Post-surgical wound care while you are in hospital is generally taken care of by your medical team. However, once you are discharged, it is important that you follow your surgeon’s advice to ensure a quick and uncomplicated recovery. Here are some of the guidelines you are likely to be given.
On being discharged from the hospital, it is important to get as much information about caring for your surgical wound as possible. Experts like Dr. Saidapet R. Sridhar always stress the importance of listening to the advice that you have been given, as it is tailored to suit you.
Check what type of stitches have been used. If they are dissolvable, they will usually disappear on their own in a time period of one to three weeks. However, if they are not dissolvable, you will need an appointment to have them removed. Do not pull at or try to remove them yourself. This could cause the wound to reopen and infection to set in. Similarly, be careful that your stitches or staples do not get rubbed or caught on clothing.
Although it is normal for your wound site to itch, you must not be tempted to scratch. Doing so could open the wound or transfer bacteria from your fingers into the wound.
Surgical wound care also requires correct use and changing of dressings. The initial dressing is usually left in place for between five and seven days. If you notice any discharge, swelling, pain or odor from the area covered by the dressing you should see a nurse, or your doctor, rather than changing the dressing yourself. If you are given dressings to change yourself as part of your wound care, you need to keep them sterile and ensure you wash your hands before opening the new dressing.
Infections Or Other Complications
The early signs of bacteria in a surgical wound include an increase in pain, swelling and heat coming from the wound. If the skin is kept clean and dry, healing the infection can happen with antibiotics. Where there are signs of leakage, bleeding or pus coming from the incision area of the wound, a sample may be sent off for medical diagnosis. This is essential for understanding the potential severity and right course of treatment. If the wound needs to be cleaned, it may be opened and either special dressings or Topical Negative Pressure Therapy used as surgical wound care.

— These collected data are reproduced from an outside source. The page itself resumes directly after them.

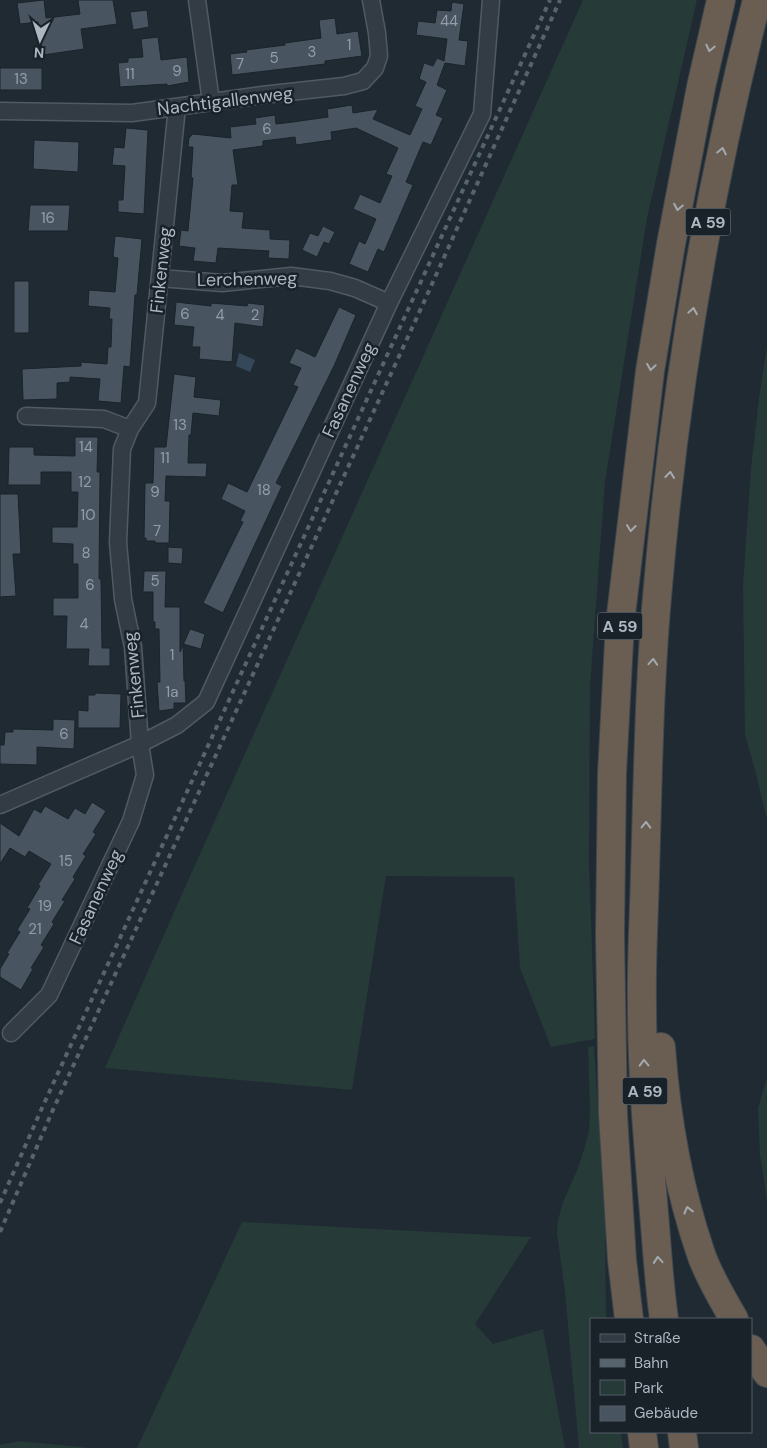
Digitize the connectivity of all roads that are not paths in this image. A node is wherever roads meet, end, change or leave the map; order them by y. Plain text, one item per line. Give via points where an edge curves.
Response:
1 (198, 0) edge
2 (370, 0) edge
3 (491, 0) edge
4 (721, 0) edge
5 (757, 0) edge
6 (211, 102) junction
7 (177, 107) junction
8 (0, 112) edge
9 (160, 278) junction
10 (389, 303) junction
11 (26, 416) dead end
12 (130, 429) junction
13 (140, 744) junction
14 (0, 806) edge
15 (645, 874) junction
16 (10, 1033) dead end
17 (629, 1318) edge
18 (664, 1318) edge
19 (733, 1318) edge
20 (752, 1350) edge
21 (767, 1373) edge
22 (642, 1433) edge
23 (682, 1433) edge
24 (644, 1448) edge
25 (684, 1448) edge

1 - 6 street
2 - 6 street, Nachtigallenweg via 379,56 375,68 364,81
3 - 10 street, Fasanenweg via 482,114
4 -> 17 highway, A 59 via 699,97 652,361 620,623 612,773 610,934 613,1115
15 -> 5 highway, A 59 via 658,585 677,412 718,173
6 - 7 street, Nachtigallenweg
7 - 8 street, Nachtigallenweg via 132,113
7 - 9 street, Finkenweg
9 - 10 street, Lerchenweg via 222,283 291,276 330,281
9 - 12 street, Finkenweg via 147,403
10 - 13 street, Fasanenweg via 206,702 177,725
11 - 12 street via 104,419
12 - 13 street, Finkenweg via 122,449 118,542 123,599 133,647
13 - 14 street, Fasanenweg
13 - 16 street, Fasanenweg via 145,775 131,820 49,995
18 -> 15 highway, A 59 via 645,1082 642,989
19 -> 15 highway, A 59 via 702,1255 672,1142
20 - 21 highway
22 - 24 highway
23 - 25 highway

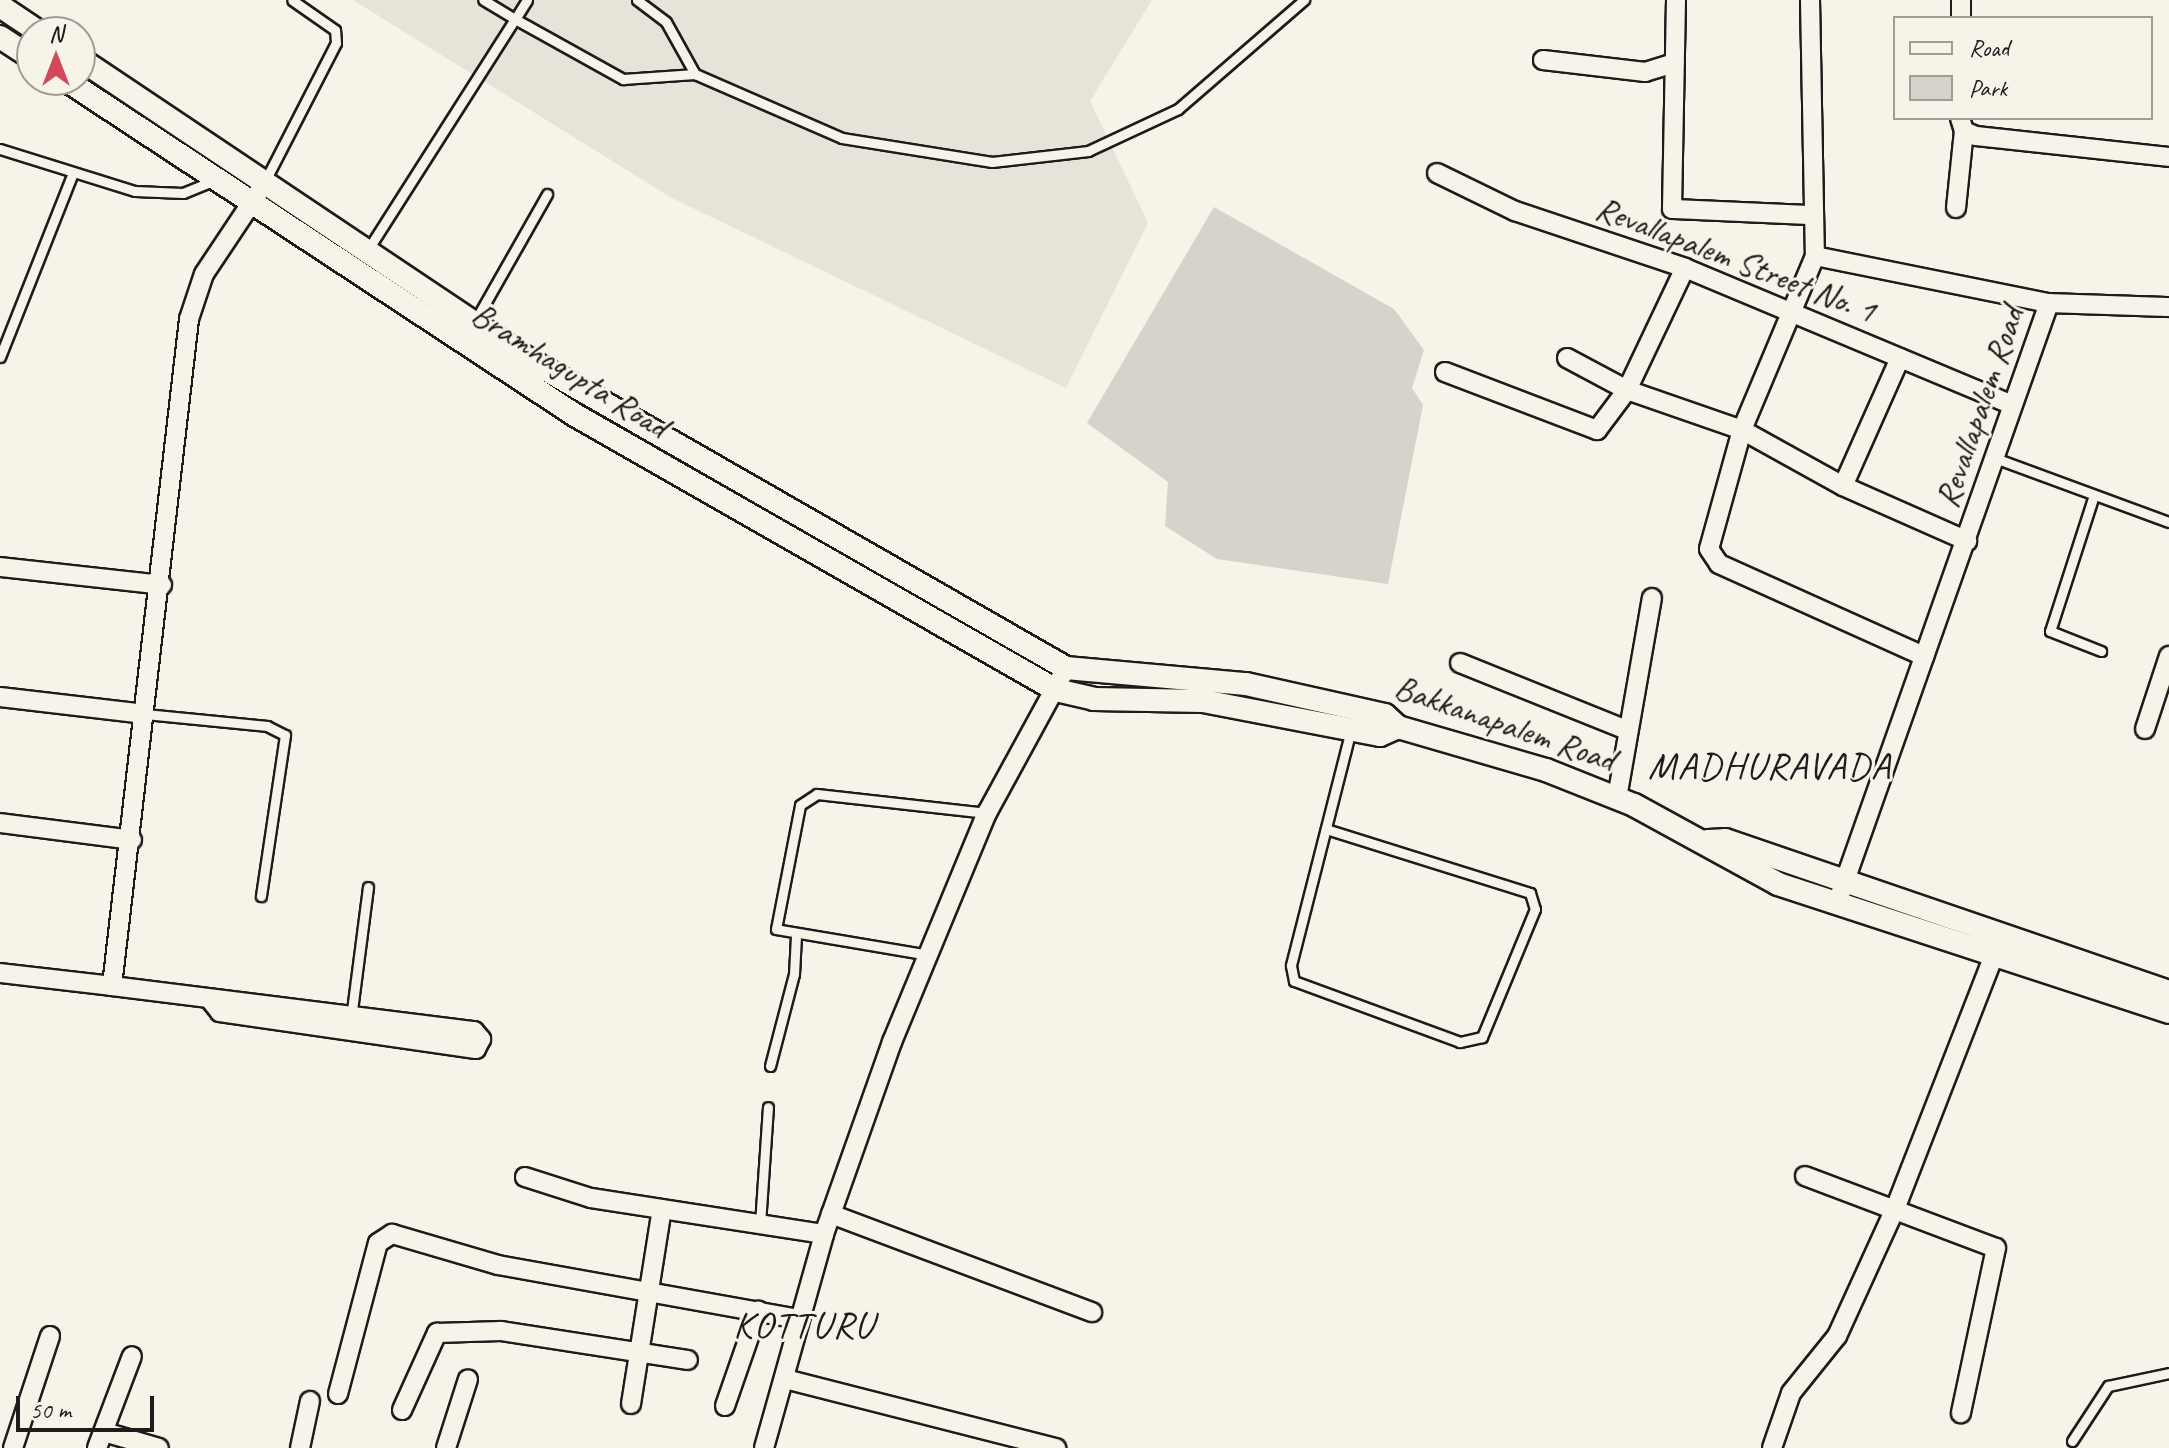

Alternatively, larval therapy may be introduced to the wound. This is particularly useful if the wound is showing signs of necrosis. The use of sterile maggots is not a new therapy but is still relatively rare in mainstream medicine. As well as removing dead cells by ingesting them, the maggots produce an enzyme that is believed to reduce infection and promote the growth of healthy skin. The maggots will be flushed out of the wound after a few days. It is then cleansed and reclosed. Antibiotics may also be used in conjunction with this form of wound care to prevent infection from returning.